(Records from a dataset)
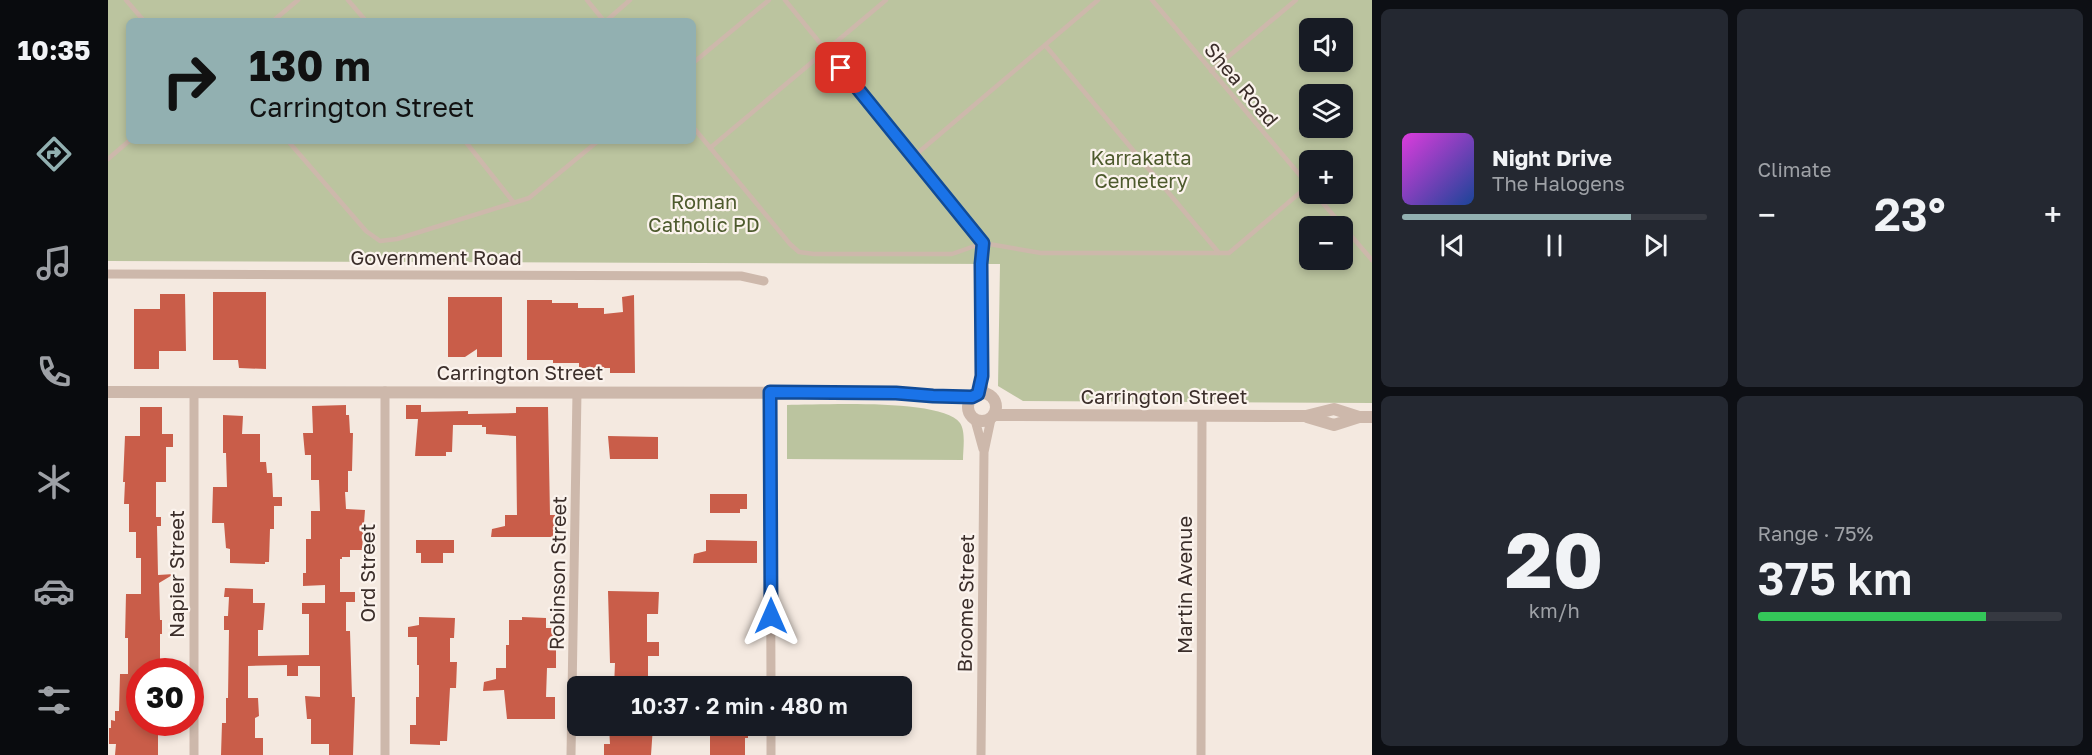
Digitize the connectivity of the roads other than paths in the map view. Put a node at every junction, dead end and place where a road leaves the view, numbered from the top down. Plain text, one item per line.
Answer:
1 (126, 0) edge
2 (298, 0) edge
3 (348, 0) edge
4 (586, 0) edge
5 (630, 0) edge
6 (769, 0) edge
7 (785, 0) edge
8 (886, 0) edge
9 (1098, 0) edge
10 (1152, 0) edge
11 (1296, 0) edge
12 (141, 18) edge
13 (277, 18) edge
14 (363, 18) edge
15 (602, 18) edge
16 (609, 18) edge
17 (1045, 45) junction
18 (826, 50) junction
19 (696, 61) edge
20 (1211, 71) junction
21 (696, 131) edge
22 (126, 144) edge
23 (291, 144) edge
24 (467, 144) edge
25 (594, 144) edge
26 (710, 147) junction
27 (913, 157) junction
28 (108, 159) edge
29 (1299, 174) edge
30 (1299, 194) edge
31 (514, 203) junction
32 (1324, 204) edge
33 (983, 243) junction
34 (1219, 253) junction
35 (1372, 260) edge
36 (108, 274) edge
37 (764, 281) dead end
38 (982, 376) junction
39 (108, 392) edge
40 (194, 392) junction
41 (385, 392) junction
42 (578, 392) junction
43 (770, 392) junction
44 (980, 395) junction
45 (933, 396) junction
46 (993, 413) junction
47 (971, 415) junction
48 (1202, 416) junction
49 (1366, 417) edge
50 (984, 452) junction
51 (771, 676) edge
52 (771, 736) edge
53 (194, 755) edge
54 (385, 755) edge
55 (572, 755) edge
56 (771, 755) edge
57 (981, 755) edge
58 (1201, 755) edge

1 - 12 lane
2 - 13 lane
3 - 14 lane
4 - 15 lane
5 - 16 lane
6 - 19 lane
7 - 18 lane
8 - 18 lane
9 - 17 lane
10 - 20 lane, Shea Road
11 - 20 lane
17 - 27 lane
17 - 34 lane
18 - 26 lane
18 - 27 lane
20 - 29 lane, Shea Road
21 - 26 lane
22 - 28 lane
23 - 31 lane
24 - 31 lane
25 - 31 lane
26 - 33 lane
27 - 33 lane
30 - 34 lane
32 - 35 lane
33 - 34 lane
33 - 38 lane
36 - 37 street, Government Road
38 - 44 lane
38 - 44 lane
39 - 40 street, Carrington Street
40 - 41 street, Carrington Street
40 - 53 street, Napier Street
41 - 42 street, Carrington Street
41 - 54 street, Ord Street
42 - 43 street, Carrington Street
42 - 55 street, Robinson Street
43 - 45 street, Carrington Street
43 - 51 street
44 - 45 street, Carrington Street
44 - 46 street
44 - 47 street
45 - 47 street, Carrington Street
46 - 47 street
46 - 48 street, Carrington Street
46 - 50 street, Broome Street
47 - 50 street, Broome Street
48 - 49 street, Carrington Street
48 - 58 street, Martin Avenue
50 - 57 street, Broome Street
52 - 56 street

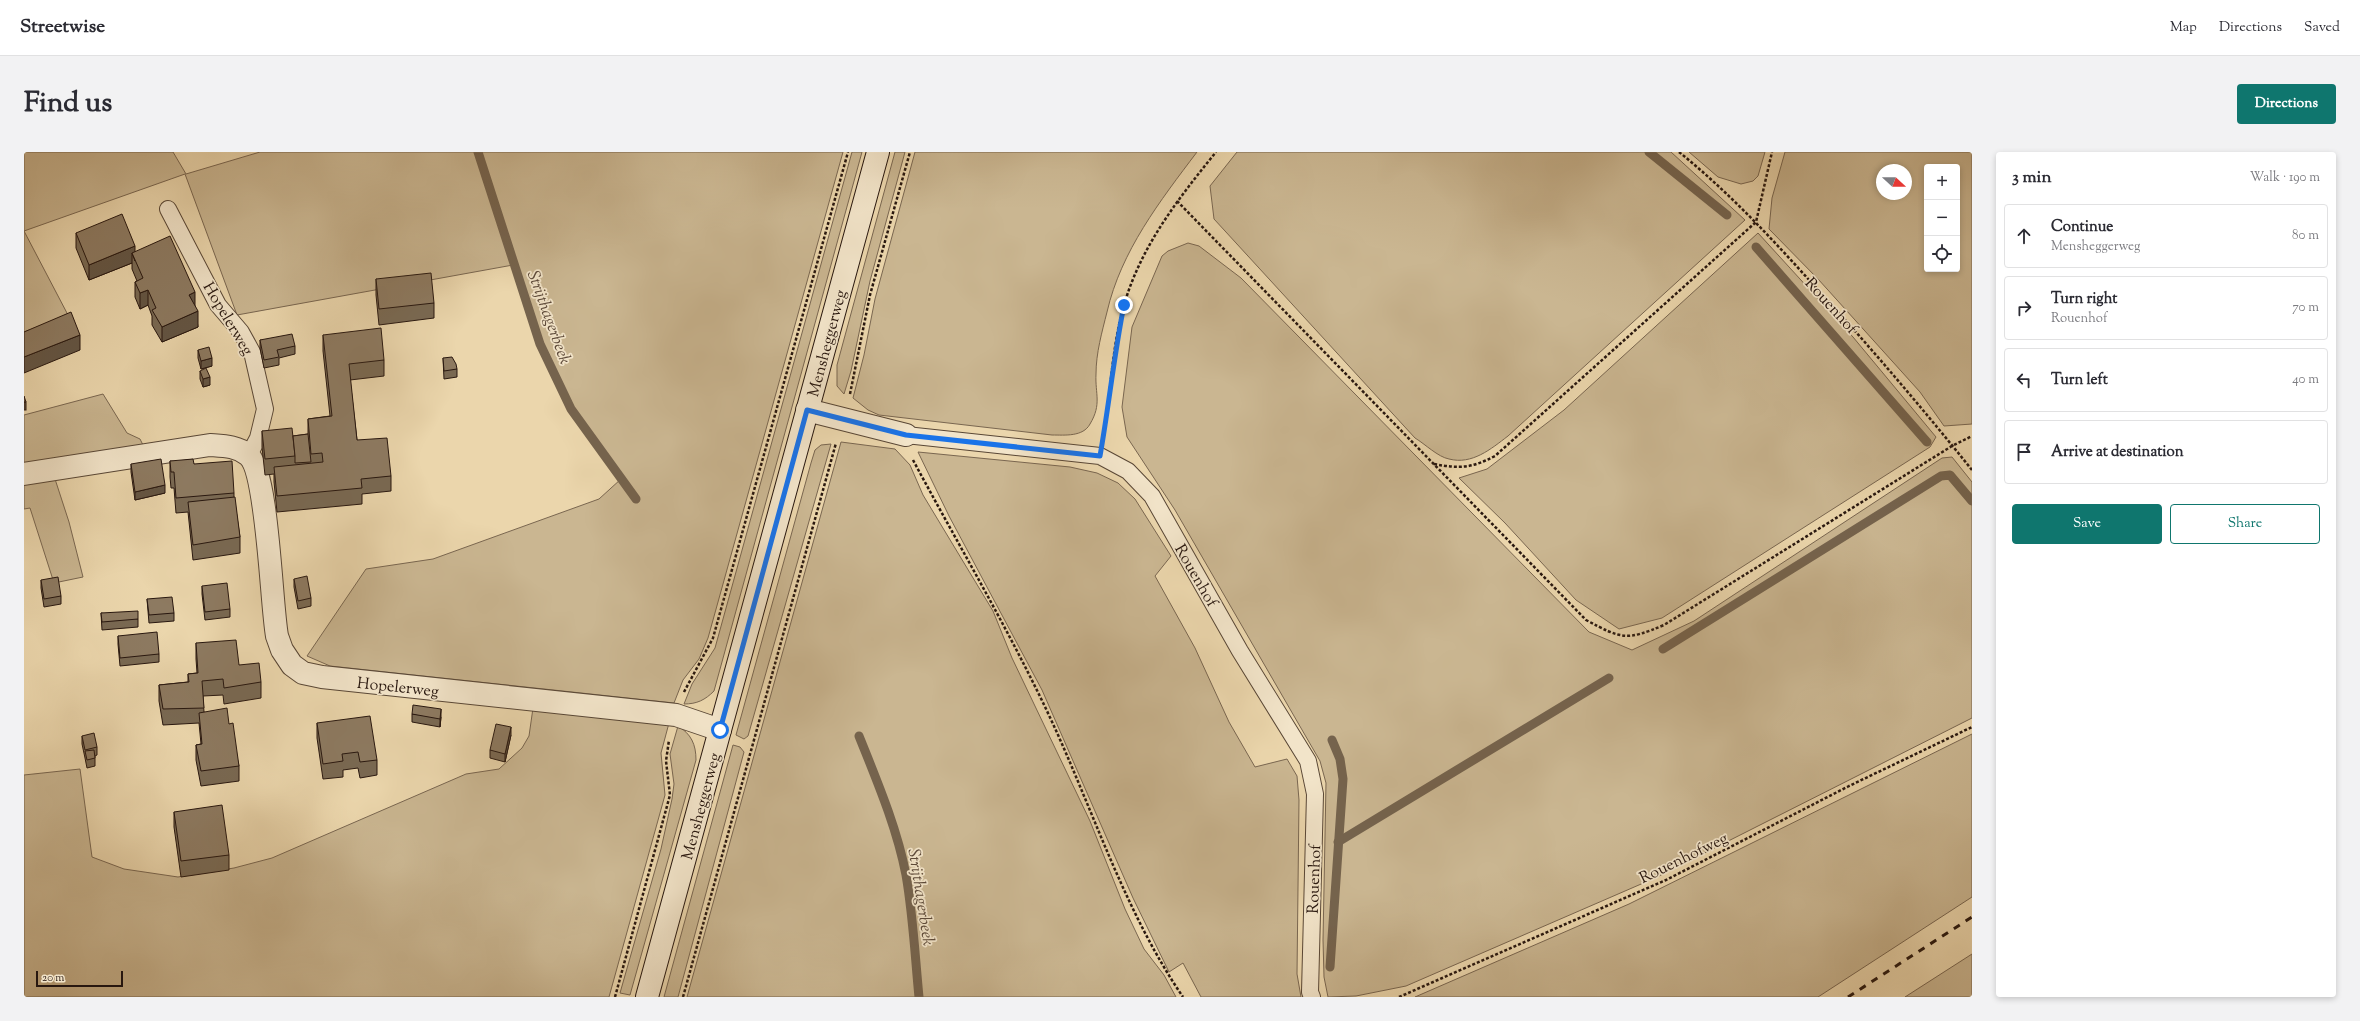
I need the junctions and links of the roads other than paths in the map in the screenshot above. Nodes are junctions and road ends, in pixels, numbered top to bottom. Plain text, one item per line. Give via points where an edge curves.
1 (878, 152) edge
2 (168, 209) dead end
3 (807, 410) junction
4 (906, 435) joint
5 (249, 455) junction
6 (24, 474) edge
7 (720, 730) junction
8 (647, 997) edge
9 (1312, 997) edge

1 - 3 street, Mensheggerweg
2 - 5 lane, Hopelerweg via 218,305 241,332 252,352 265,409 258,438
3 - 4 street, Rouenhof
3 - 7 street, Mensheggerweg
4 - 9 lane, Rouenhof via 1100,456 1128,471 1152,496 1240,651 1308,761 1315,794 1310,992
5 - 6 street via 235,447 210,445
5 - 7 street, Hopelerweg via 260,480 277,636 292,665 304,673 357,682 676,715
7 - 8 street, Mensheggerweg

What is required ->
Repeat the preceding records precisely, and leave every picture out of the copy.

Response ->
Digitize the connectivity of the roads other than paths in the map view. Put a node at every junction, dead end and place where a road leaves the view, numbered from the top down. Plain text, one item per line.
Answer:
1 (126, 0) edge
2 (298, 0) edge
3 (348, 0) edge
4 (586, 0) edge
5 (630, 0) edge
6 (769, 0) edge
7 (785, 0) edge
8 (886, 0) edge
9 (1098, 0) edge
10 (1152, 0) edge
11 (1296, 0) edge
12 (141, 18) edge
13 (277, 18) edge
14 (363, 18) edge
15 (602, 18) edge
16 (609, 18) edge
17 (1045, 45) junction
18 (826, 50) junction
19 (696, 61) edge
20 (1211, 71) junction
21 (696, 131) edge
22 (126, 144) edge
23 (291, 144) edge
24 (467, 144) edge
25 (594, 144) edge
26 (710, 147) junction
27 (913, 157) junction
28 (108, 159) edge
29 (1299, 174) edge
30 (1299, 194) edge
31 (514, 203) junction
32 (1324, 204) edge
33 (983, 243) junction
34 (1219, 253) junction
35 (1372, 260) edge
36 (108, 274) edge
37 (764, 281) dead end
38 (982, 376) junction
39 (108, 392) edge
40 (194, 392) junction
41 (385, 392) junction
42 (578, 392) junction
43 (770, 392) junction
44 (980, 395) junction
45 (933, 396) junction
46 (993, 413) junction
47 (971, 415) junction
48 (1202, 416) junction
49 (1366, 417) edge
50 (984, 452) junction
51 (771, 676) edge
52 (771, 736) edge
53 (194, 755) edge
54 (385, 755) edge
55 (572, 755) edge
56 (771, 755) edge
57 (981, 755) edge
58 (1201, 755) edge

1 - 12 lane
2 - 13 lane
3 - 14 lane
4 - 15 lane
5 - 16 lane
6 - 19 lane
7 - 18 lane
8 - 18 lane
9 - 17 lane
10 - 20 lane, Shea Road
11 - 20 lane
17 - 27 lane
17 - 34 lane
18 - 26 lane
18 - 27 lane
20 - 29 lane, Shea Road
21 - 26 lane
22 - 28 lane
23 - 31 lane
24 - 31 lane
25 - 31 lane
26 - 33 lane
27 - 33 lane
30 - 34 lane
32 - 35 lane
33 - 34 lane
33 - 38 lane
36 - 37 street, Government Road
38 - 44 lane
38 - 44 lane
39 - 40 street, Carrington Street
40 - 41 street, Carrington Street
40 - 53 street, Napier Street
41 - 42 street, Carrington Street
41 - 54 street, Ord Street
42 - 43 street, Carrington Street
42 - 55 street, Robinson Street
43 - 45 street, Carrington Street
43 - 51 street
44 - 45 street, Carrington Street
44 - 46 street
44 - 47 street
45 - 47 street, Carrington Street
46 - 47 street
46 - 48 street, Carrington Street
46 - 50 street, Broome Street
47 - 50 street, Broome Street
48 - 49 street, Carrington Street
48 - 58 street, Martin Avenue
50 - 57 street, Broome Street
52 - 56 street

I need the junctions and links of the roads other than paths in the map in the screenshot above. Nodes are junctions and road ends, in pixels, numbered top to bottom. Plain text, one item per line. Give via points where an edge curves.
1 (878, 152) edge
2 (168, 209) dead end
3 (807, 410) junction
4 (906, 435) joint
5 (249, 455) junction
6 (24, 474) edge
7 (720, 730) junction
8 (647, 997) edge
9 (1312, 997) edge

1 - 3 street, Mensheggerweg
2 - 5 lane, Hopelerweg via 218,305 241,332 252,352 265,409 258,438
3 - 4 street, Rouenhof
3 - 7 street, Mensheggerweg
4 - 9 lane, Rouenhof via 1100,456 1128,471 1152,496 1240,651 1308,761 1315,794 1310,992
5 - 6 street via 235,447 210,445
5 - 7 street, Hopelerweg via 260,480 277,636 292,665 304,673 357,682 676,715
7 - 8 street, Mensheggerweg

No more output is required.